[[ Excerpted data open ]]
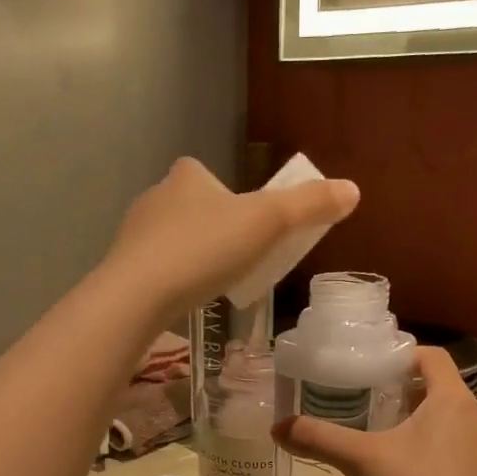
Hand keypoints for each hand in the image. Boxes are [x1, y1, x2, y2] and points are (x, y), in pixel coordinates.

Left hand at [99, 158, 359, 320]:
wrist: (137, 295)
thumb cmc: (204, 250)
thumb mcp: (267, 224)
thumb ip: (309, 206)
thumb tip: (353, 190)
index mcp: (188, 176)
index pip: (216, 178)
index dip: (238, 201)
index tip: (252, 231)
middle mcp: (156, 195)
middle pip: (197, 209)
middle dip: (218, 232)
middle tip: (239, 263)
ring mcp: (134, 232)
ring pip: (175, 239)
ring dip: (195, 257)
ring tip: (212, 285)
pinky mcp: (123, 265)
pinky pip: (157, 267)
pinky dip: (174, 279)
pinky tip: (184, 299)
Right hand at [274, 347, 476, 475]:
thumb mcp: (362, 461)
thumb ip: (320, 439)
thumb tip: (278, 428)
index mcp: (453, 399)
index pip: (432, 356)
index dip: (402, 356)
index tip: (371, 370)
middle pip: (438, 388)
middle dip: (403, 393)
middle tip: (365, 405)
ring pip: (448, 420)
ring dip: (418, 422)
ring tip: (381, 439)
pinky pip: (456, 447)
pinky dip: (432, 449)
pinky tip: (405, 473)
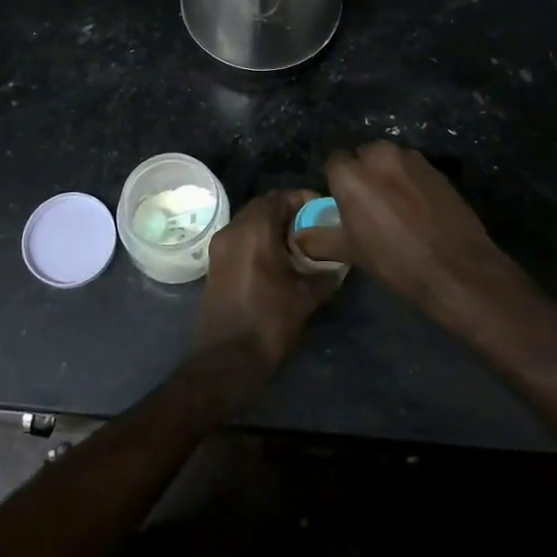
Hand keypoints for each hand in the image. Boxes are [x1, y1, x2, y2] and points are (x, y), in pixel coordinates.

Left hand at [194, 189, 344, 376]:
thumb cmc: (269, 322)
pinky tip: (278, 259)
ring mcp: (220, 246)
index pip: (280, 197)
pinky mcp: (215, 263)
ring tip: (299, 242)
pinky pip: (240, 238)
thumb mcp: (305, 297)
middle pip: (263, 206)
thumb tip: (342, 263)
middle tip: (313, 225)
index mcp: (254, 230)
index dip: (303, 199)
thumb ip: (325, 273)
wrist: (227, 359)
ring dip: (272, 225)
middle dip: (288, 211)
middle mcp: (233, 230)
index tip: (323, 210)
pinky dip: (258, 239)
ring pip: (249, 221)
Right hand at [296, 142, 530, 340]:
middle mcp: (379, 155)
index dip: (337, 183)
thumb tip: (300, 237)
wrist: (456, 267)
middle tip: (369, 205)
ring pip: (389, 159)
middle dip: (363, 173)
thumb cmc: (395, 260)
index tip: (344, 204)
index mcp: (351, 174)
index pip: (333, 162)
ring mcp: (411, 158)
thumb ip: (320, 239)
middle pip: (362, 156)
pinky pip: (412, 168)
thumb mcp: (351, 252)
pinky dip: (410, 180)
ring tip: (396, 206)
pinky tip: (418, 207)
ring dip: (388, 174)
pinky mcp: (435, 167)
[[ Excerpted data closed ]]
[[ Excerpted data open ]]
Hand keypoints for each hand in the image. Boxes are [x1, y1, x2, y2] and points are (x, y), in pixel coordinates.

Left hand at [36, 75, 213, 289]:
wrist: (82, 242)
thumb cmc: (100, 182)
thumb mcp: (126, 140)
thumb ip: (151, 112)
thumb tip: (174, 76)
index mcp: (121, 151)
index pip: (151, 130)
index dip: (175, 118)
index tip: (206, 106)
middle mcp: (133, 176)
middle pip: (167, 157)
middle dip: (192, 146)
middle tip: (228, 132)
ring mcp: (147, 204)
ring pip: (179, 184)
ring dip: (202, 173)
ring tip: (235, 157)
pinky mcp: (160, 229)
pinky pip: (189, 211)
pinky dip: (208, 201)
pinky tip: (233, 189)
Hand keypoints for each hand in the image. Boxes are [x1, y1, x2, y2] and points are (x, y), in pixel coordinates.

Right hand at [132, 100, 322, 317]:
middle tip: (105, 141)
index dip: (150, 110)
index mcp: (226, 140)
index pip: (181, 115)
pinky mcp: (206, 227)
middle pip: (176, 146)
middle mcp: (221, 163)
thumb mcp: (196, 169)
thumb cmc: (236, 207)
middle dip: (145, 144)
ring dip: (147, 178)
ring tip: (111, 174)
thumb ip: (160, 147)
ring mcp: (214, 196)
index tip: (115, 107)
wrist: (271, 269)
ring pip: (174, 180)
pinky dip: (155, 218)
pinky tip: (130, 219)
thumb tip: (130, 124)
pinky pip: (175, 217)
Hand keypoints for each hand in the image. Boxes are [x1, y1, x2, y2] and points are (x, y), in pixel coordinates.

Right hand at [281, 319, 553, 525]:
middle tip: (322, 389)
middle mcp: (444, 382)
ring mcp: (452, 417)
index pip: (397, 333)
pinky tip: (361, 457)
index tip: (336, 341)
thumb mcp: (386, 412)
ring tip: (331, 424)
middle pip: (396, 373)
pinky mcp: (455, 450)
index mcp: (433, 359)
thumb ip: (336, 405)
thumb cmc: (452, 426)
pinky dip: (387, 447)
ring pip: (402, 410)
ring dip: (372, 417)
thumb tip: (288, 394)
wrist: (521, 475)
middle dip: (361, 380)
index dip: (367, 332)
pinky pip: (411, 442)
[[ Excerpted data closed ]]
Task statement:
Using the data above, retype exactly and only the lines from the one containing "middle pip: (438, 388)" up to and including the one containing "pinky tip: (278, 259)", with no pictures carried over.

Exercise solution:
middle pip: (438, 388)
middle dip: (403, 393)
middle tip: (365, 405)
ring pip: (448, 420)
ring dip: (418, 422)
ring tip: (381, 439)
pinky pip: (456, 447)
pinky dip: (432, 449)
pinky tip: (405, 473)
Hand keypoints for each hand in the image. Boxes are [x1, y1, x2, y2] and points are (x, y), in pixel coordinates.

Left hand at [194, 189, 344, 376]:
thumb cmc: (269, 322)
pinky tip: (278, 259)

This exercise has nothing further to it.